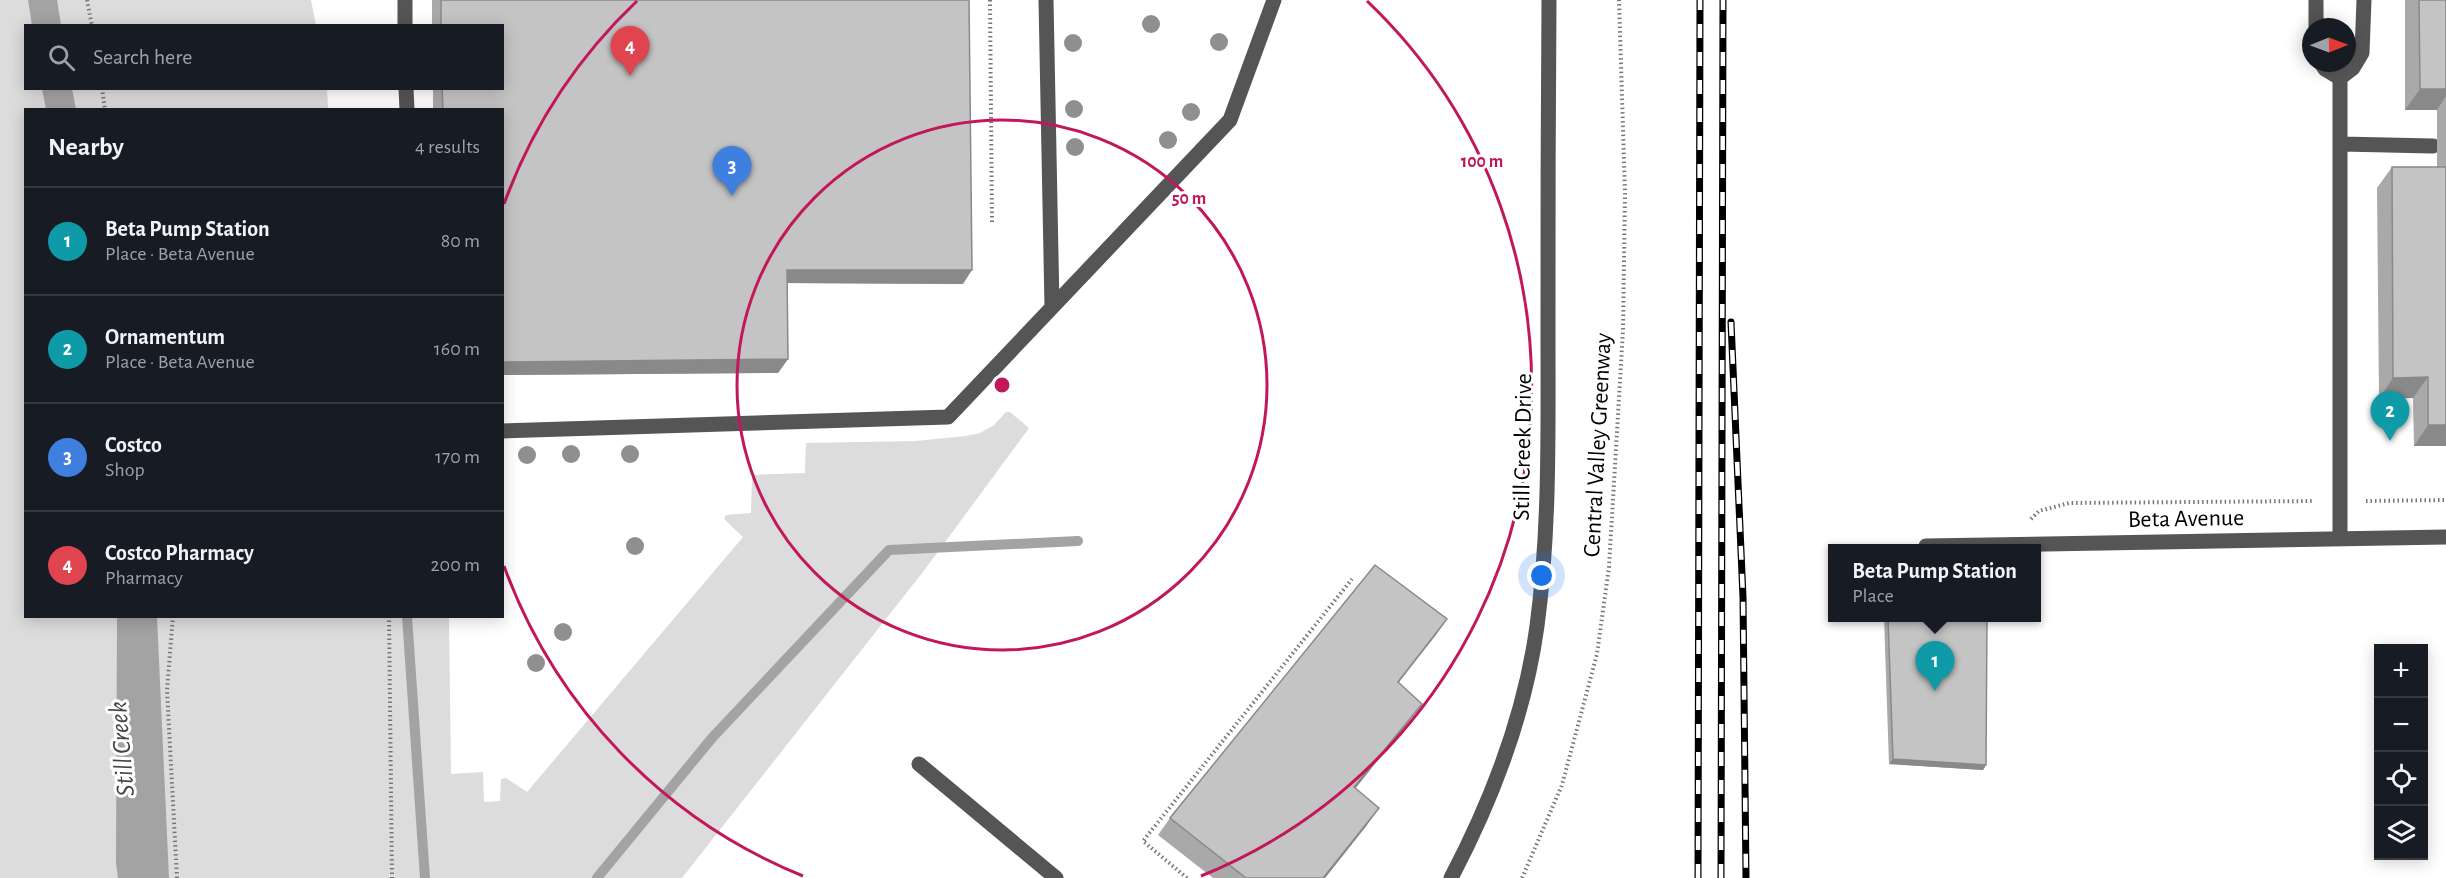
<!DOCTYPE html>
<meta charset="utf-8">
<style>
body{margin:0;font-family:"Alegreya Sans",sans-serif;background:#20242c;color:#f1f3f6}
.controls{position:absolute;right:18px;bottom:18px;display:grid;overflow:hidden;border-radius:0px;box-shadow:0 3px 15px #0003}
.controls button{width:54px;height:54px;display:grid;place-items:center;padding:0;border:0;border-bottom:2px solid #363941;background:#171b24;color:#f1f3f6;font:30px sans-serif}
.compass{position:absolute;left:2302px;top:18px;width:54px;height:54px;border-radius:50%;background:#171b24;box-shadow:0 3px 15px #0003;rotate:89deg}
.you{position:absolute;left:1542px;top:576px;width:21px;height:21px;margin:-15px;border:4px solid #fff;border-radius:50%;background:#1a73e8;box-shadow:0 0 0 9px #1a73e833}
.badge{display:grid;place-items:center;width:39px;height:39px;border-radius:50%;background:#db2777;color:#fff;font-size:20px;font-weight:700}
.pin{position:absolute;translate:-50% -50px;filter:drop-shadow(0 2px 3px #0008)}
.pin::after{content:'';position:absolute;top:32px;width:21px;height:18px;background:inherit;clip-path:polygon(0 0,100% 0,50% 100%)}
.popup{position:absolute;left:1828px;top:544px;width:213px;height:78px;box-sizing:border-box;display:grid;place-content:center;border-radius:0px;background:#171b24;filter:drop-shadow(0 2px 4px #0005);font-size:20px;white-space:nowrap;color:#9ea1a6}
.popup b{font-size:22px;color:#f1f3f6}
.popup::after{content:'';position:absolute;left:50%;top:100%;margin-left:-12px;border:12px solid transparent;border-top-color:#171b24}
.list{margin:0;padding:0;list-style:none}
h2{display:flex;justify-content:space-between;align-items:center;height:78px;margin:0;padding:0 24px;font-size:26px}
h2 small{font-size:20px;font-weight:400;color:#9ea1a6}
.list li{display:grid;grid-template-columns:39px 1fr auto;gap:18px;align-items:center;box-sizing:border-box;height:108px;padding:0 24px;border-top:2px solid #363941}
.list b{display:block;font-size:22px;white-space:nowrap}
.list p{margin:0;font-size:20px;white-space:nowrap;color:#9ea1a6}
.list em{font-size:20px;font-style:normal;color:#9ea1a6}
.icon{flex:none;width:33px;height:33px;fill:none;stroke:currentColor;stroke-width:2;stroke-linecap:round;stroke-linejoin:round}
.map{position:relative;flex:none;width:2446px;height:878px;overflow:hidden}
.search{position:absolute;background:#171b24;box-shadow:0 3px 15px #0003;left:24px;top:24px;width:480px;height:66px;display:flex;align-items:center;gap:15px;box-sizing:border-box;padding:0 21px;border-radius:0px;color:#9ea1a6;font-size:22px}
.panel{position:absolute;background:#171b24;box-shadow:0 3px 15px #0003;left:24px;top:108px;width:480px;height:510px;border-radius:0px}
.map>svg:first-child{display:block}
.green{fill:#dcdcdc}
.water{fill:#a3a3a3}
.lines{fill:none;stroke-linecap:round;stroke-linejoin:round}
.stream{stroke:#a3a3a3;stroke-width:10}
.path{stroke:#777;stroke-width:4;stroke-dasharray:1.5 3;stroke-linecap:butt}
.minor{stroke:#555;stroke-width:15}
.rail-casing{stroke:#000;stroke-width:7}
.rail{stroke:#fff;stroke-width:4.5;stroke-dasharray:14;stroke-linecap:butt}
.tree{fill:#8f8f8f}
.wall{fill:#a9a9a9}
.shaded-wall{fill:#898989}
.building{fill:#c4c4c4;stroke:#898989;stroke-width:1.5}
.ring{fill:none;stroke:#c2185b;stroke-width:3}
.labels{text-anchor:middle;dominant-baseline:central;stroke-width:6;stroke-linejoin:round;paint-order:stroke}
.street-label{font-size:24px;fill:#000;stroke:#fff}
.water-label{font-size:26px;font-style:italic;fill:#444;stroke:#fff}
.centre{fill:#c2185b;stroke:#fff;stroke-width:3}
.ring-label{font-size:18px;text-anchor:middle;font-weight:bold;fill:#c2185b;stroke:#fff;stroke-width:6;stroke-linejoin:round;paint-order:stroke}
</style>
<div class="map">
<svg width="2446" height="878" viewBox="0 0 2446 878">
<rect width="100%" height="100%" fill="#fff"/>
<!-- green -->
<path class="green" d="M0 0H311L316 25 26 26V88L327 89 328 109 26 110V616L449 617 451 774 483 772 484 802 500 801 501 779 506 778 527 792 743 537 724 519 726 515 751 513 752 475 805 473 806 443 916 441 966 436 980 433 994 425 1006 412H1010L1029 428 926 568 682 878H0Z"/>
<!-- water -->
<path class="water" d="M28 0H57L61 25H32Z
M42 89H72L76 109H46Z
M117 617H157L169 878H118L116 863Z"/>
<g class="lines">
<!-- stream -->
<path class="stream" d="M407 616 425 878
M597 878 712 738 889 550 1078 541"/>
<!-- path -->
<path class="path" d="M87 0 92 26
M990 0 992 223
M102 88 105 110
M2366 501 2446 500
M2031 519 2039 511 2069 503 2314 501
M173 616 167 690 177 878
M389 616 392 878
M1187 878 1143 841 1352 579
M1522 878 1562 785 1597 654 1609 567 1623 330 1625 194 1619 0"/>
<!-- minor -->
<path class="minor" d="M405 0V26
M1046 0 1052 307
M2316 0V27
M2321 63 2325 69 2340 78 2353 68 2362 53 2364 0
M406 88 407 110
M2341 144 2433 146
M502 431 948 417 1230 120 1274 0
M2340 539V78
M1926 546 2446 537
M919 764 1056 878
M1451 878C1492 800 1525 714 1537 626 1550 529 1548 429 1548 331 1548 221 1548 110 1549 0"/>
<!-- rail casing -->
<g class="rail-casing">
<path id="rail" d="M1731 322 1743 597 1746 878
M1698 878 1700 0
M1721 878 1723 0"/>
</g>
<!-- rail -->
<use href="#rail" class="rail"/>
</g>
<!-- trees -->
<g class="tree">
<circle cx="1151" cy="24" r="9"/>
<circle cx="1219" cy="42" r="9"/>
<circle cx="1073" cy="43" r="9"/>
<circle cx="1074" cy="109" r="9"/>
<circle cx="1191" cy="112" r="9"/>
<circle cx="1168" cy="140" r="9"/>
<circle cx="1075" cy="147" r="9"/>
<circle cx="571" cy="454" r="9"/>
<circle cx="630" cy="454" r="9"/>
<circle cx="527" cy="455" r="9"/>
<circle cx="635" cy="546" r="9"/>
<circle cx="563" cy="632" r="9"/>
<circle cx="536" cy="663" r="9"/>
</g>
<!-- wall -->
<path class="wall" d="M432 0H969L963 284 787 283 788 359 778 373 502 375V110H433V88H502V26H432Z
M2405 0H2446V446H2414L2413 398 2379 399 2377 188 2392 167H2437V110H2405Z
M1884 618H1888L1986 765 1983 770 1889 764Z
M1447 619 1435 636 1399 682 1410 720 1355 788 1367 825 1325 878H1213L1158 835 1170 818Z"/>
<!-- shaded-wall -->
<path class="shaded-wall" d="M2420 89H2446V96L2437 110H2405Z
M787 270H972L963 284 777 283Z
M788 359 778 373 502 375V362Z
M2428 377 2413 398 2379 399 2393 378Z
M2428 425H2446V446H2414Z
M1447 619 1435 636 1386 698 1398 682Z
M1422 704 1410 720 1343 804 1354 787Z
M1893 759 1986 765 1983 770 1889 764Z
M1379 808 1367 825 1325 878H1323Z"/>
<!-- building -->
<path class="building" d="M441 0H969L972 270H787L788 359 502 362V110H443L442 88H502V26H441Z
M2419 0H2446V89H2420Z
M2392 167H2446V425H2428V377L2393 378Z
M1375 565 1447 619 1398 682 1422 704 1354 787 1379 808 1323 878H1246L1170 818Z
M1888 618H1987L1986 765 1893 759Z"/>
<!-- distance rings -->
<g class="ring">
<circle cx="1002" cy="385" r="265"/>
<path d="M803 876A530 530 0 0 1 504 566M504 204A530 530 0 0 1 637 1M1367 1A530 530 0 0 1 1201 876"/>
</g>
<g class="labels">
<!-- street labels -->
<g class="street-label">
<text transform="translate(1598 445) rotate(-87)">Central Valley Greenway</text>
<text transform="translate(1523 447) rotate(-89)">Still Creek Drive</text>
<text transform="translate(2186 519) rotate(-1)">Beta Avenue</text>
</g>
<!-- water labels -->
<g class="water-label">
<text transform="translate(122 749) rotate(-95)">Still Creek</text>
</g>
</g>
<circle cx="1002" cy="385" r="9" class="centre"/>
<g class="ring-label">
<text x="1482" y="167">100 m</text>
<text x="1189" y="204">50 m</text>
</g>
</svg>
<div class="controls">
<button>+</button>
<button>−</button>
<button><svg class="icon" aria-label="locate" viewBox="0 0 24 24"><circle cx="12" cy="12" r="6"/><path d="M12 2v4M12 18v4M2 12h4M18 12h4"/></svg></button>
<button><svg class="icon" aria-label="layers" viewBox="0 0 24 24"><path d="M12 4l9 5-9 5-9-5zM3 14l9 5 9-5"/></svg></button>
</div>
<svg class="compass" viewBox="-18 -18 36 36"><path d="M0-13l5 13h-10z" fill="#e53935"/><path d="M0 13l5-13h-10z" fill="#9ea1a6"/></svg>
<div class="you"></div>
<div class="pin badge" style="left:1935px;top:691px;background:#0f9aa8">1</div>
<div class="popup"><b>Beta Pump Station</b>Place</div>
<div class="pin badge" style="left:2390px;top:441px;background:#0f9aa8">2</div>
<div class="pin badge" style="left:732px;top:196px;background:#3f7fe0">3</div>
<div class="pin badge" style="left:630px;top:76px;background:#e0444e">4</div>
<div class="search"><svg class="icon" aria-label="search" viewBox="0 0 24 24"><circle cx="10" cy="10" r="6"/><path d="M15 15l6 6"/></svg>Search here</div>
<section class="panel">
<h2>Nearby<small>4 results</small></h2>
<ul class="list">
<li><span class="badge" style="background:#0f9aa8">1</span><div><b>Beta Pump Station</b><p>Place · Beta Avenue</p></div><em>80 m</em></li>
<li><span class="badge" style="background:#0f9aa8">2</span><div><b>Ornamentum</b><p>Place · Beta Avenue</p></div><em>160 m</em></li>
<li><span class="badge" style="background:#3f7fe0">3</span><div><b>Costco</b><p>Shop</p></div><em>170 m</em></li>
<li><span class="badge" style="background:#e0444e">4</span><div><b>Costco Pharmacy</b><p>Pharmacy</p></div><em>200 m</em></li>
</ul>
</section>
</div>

= Task description =
Which lines of the data contain "dasharray"? Copy them all.

= Answer section =
.path{stroke:#777;stroke-width:4;stroke-dasharray:1.5 3;stroke-linecap:butt}
.rail{stroke:#fff;stroke-width:4.5;stroke-dasharray:14;stroke-linecap:butt}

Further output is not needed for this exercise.